L’aube pointait déjà, Elysandre se réveilla la première, elle alla se rafraîchir dans le petit ruisseau qui coulait un peu plus loin. L’eau était moirée, le fond recouvert de petits cailloux scintillants, du mica peut-être. Plongée dans sa contemplation, elle n’entendit pas approcher Sliman. Quand elle le vit atterrir devant elle dans le ruisseau, l’éclaboussant au passage, elle couina de surprise. Il rit aux éclats devant sa mine furieuse.
— Alors on vient faire trempette de bon matin ?
— Tu trouves ça drôle ?
— Oh oui ! Beaucoup ! Ce voyage et mes compagnons de route sont bien trop taciturnes à mon goût !
— Pourquoi es-tu là alors ?
— J’avais envie de prendre l’air, de voir du pays. Je n’ai que trop peu souvent franchi les limites de notre belle forêt des saules bleus. J’étais curieux de découvrir les autres territoires. Ma mère et mon père adoptifs ne voulaient pas que je voyage. Ils préféraient me former à leur métier, mimes-acrobates.
— Ah ! c’est pour ça que tu en fais toujours des caisses quand tu débarques !
— Des caisses ?
— Oui des tonnes si tu préfères !
— Des tonnes ? Comment ça, des tonnes ? Je suis aussi léger qu’une plume, dit-il en fronçant les sourcils.
— Oui, quoi ! Tu arrives toujours en sautillant ou en exécutant des acrobaties !
— Toute ma vie à m’entraîner, quelle que soit la saison, ça laisse des traces, soupira-t-il. Il regarda au loin, les yeux dans le vague, immobile.
Le silence s’installa entre eux. Ils étaient plongés dans leurs pensées. Elysandre pensait à cette mère qu’ils n’avaient pas connue et aux mystères autour de la disparition de leur père. Sliman et elle possédaient un point commun, ils étaient orphelins.
— Que sais-tu de ta vraie mère, Sliman ? De ton père ?
— De ma mère, rien. De mon père, je sais juste qu’il était ami avec mon père adoptif. C’est pour ça que je peux porter son nom, Ishtannen.
— C’est notre grand-mère paternelle qui nous a élevés, Morgan et moi. Elle s’appelle Gri…

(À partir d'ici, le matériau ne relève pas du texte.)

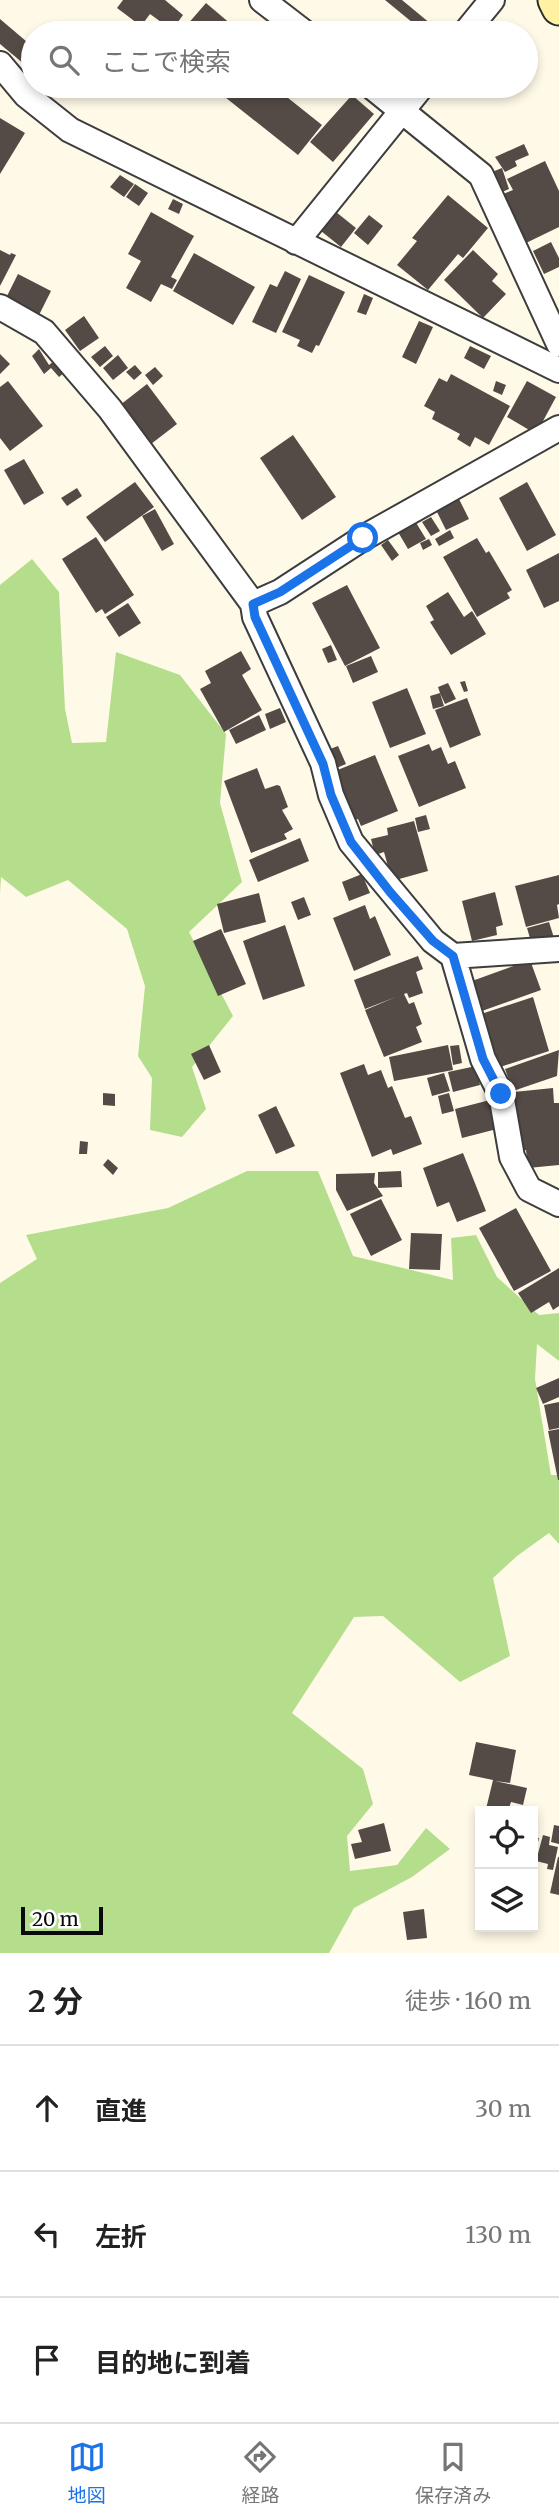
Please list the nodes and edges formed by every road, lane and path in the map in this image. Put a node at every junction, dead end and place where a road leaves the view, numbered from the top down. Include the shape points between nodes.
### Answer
1 (262, 0) edge
2 (492, 0) edge
3 (555, 0) edge
4 (559, 8) edge
5 (289, 21) edge
6 (475, 21) edge
7 (0, 64) edge
8 (21, 89) edge
9 (30, 98) edge
10 (386, 98) edge
11 (412, 98) edge
12 (402, 110) junction
13 (296, 242) junction
14 (0, 307) edge
15 (559, 344) edge
16 (559, 370) edge
17 (559, 428) edge
18 (253, 604) junction
19 (559, 949) edge
20 (453, 956) junction
21 (559, 1204) edge

1 - 5 street
2 - 6 street
3 - 4 street
7 - 8 street
9 - 13 street via 69,130
10 - 12 street
11 - 12 street
12 - 13 street
12 - 15 street via 481,175
13 - 16 street
14 - 18 street via 44,332 110,409
17 - 18 street
18 - 20 street via 323,764 351,842 433,941
19 - 20 street
20 - 21 street via 483,1059 501,1094 512,1157 530,1189

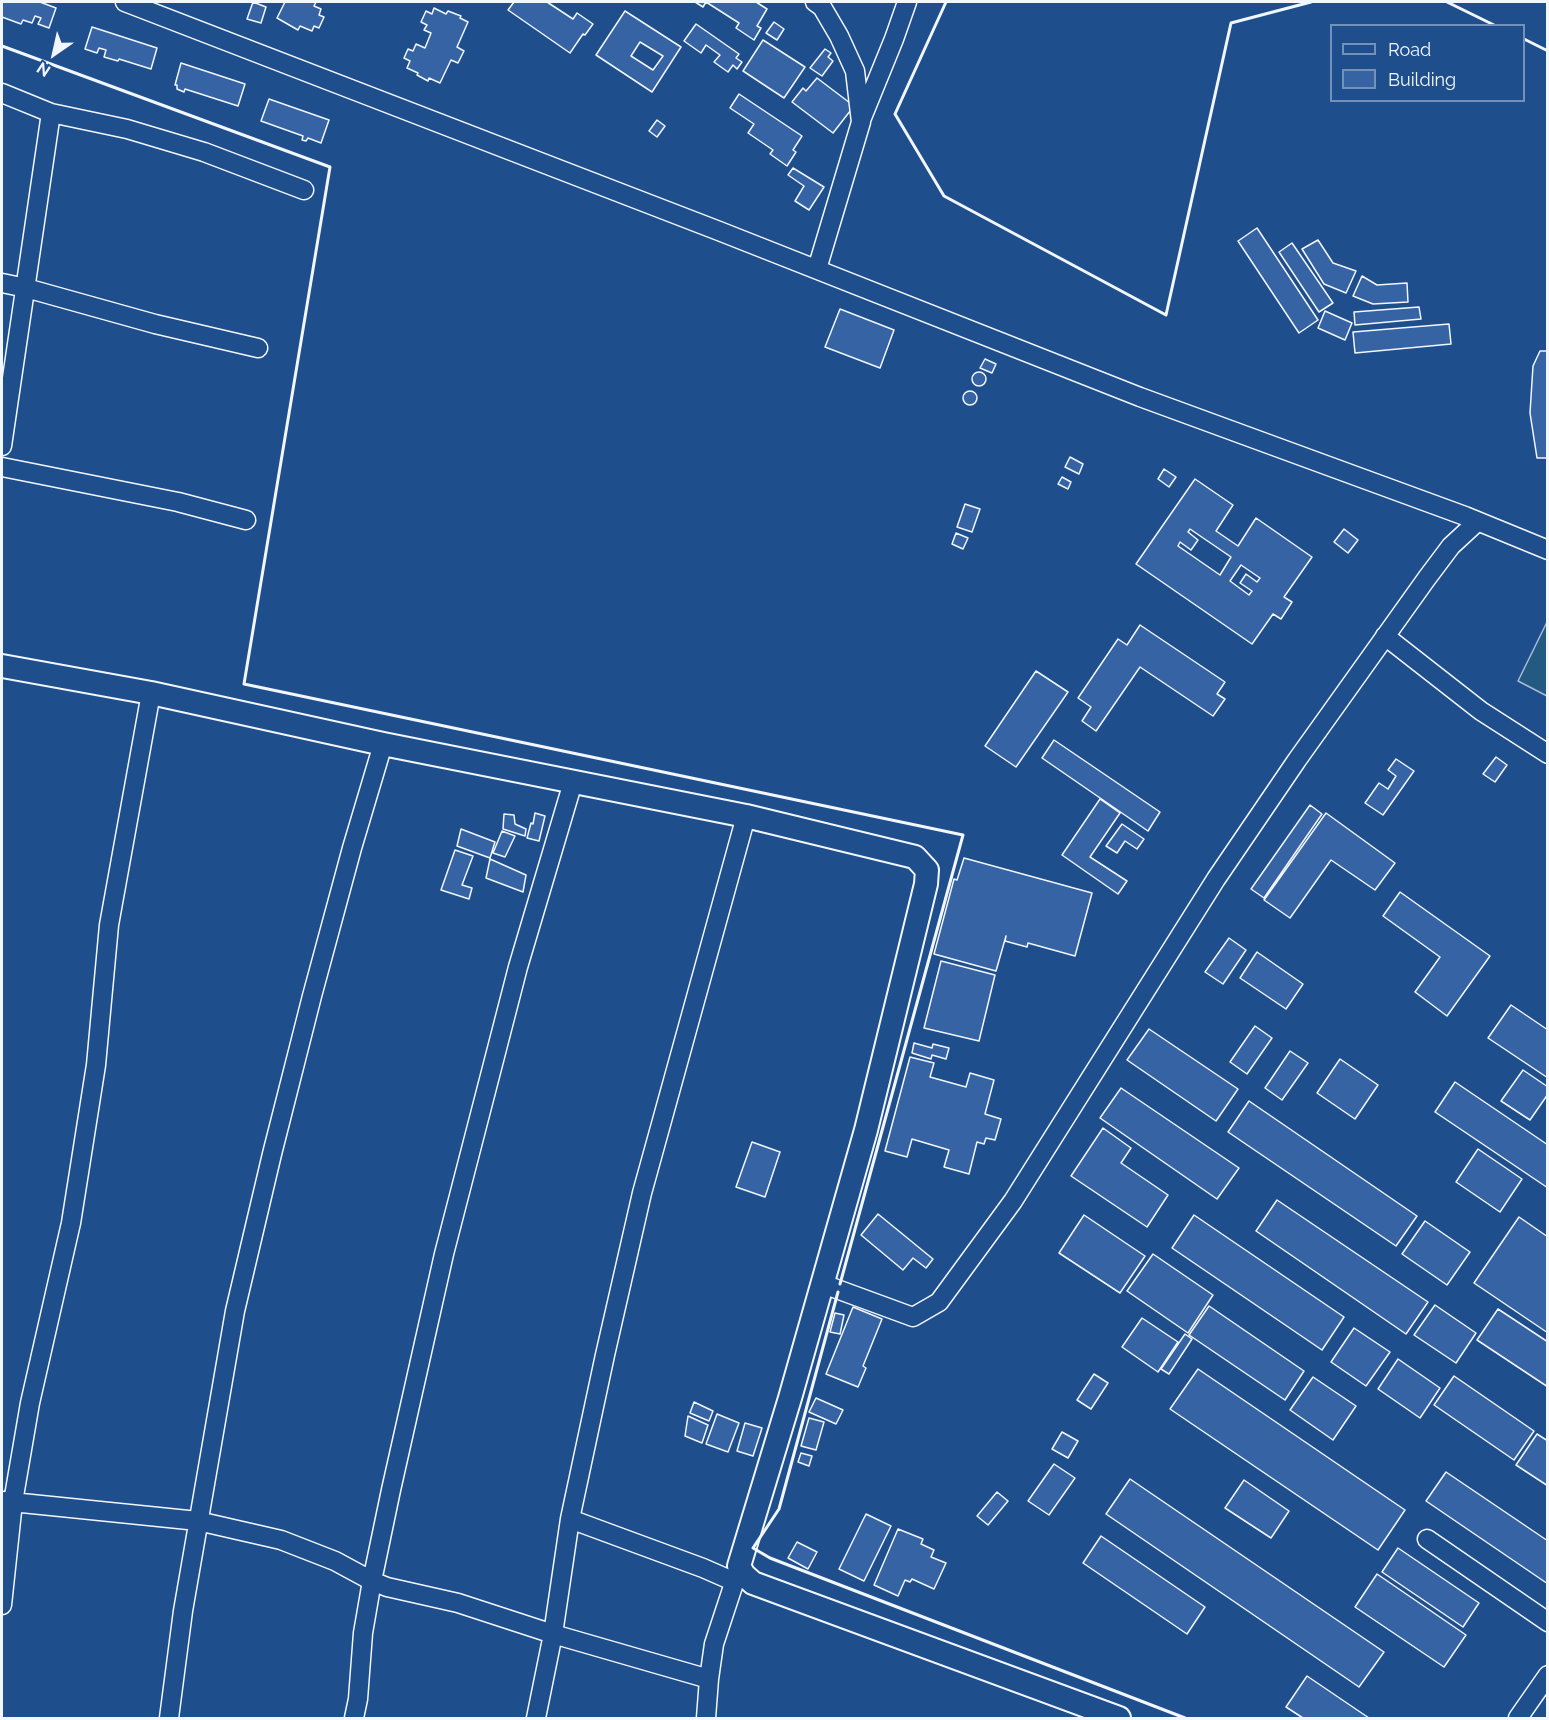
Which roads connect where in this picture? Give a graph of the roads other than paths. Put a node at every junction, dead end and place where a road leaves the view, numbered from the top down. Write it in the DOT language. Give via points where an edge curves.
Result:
graph roads {
  1 [pos="125,2"];
  2 [pos="815,2"];
  3 [pos="907,2"];
  4 [pos="2,93"];
  5 [pos="51,113"];
  6 [pos="861,122"];
  7 [pos="304,190"];
  8 [pos="817,269"];
  9 [pos="2,283"];
  10 [pos="26,288"];
  11 [pos="258,348"];
  12 [pos="2,446"];
  13 [pos="2,467"];
  14 [pos="246,520"];
  15 [pos="1477,522"];
  16 [pos="1548,550"];
  17 [pos="1385,636"];
  18 [pos="2,666"];
  19 [pos="151,693"];
  20 [pos="383,744"];
  21 [pos="1548,754"];
  22 [pos="573,782"];
  23 [pos="746,816"];
  24 [pos="823,1284"];
  25 [pos="7,1502"];
  26 [pos="570,1519"];
  27 [pos="198,1521"];
  28 [pos="1427,1539"];
  29 [pos="737,1574"];
  30 [pos="372,1581"];
  31 [pos="2,1605"];
  32 [pos="1548,1622"];
  33 [pos="553,1634"];
  34 [pos="1548,1675"];
  35 [pos="709,1679"];
  36 [pos="169,1719"];
  37 [pos="354,1719"];
  38 [pos="536,1719"];
  39 [pos="706,1719"];
  40 [pos="1119,1719"];
  41 [pos="1518,1719"];
  1 -- 8 [label="street"];
  2 -- 6 [label="street" via="839,36 855,71"];
  3 -- 6 [label="street"];
  4 -- 5 [label="street"];
  5 -- 7 [label="street" via="128,129 204,152"];
  5 -- 10 [label="street"];
  6 -- 8 [label="street"];
  8 -- 15 [label="street" via="1140,397"];
  9 -- 10 [label="street"];
  10 -- 11 [label="street"];
  10 -- 12 [label="street"];
  13 -- 14 [label="street" via="178,502"];
  15 -- 16 [label="street"];
  15 -- 17 [label="street" via="1451,546"];
  17 -- 21 [label="street" via="1481,711"];
  17 -- 24 [label="street" via="1216,879 1013,1201 939,1302 913,1317"];
  18 -- 19 [label="main road"];
  19 -- 20 [label="main road"];
  19 -- 25 [label="street" via="110,925 96,1065 71,1223"];
  20 -- 22 [label="main road"];
  20 -- 27 [label="street" via="266,1176 235,1311"];
  22 -- 23 [label="main road"];
  22 -- 30 [label="street" via="518,967 444,1254"];
  23 -- 24 [label="main road" via="915,856 927,870 866,1130"];
  23 -- 26 [label="street" via="642,1193"];
  24 -- 29 [label="main road"];
  25 -- 27 [label="street"];
  25 -- 31 [label="street"];
  26 -- 29 [label="street" via="703,1568"];
  26 -- 33 [label="street"];
  27 -- 30 [label="street" via="281,1540 335,1561"];
  27 -- 36 [label="street"];
  28 -- 32 [label="street"];
  29 -- 35 [label="street" via="714,1644"];
  29 -- 40 [label="main road"];
  30 -- 33 [label="street" via="458,1603"];
  30 -- 37 [label="street"];
  33 -- 35 [label="street"];
  33 -- 38 [label="street"];
  34 -- 41 [label="street"];
  35 -- 39 [label="street"];
}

— Ah ! vous voilà, vous deux, on vous cherchait. Nous allons partir dès maintenant pour rendre visite à Urielle. Dépêchez-vous, les pressa Erin.
*****
Morgan
Il observait la jolie rousse qui manipulait des fioles de toutes les couleurs et toutes les tailles. Il essayait en vain de se souvenir d’elle, mais rien. Rien. C’était le néant total. Elle lui jetait régulièrement des regards pleins d’étoiles. Elle semblait très amoureuse de lui… Elle s’approcha et lui tendit une coupe remplie d’un liquide doré à l’odeur sucrée. Il ne put s’empêcher de le boire jusqu’à la dernière goutte. Elle l’embrassa avec langueur sans qu’il puisse la repousser même avec gentillesse… Il commençait à apprécier ce contact. Il ne put se retenir de la prendre dans ses bras, et l’embrasser avec encore plus de fougue. Peut-être que sa mémoire lui revenait par le biais de son corps. Il l’allongea sur le lit. Elle lui rendit ses baisers avec exaltation et commença à lui caresser le dos, languide. Il se souleva pour s’allonger de tout son long sur elle. Elle ouvrit les cuisses, ravie en ondulant sous lui. Doucement, elle fit descendre son caleçon. Il se sentit comme électrisé au contact de sa peau nue à peine recouverte d’un voile rouge orangé. Elle l’incita un peu plus en dégageant le tissu fin. Ils entrèrent en contact direct. Il perdit complètement pied.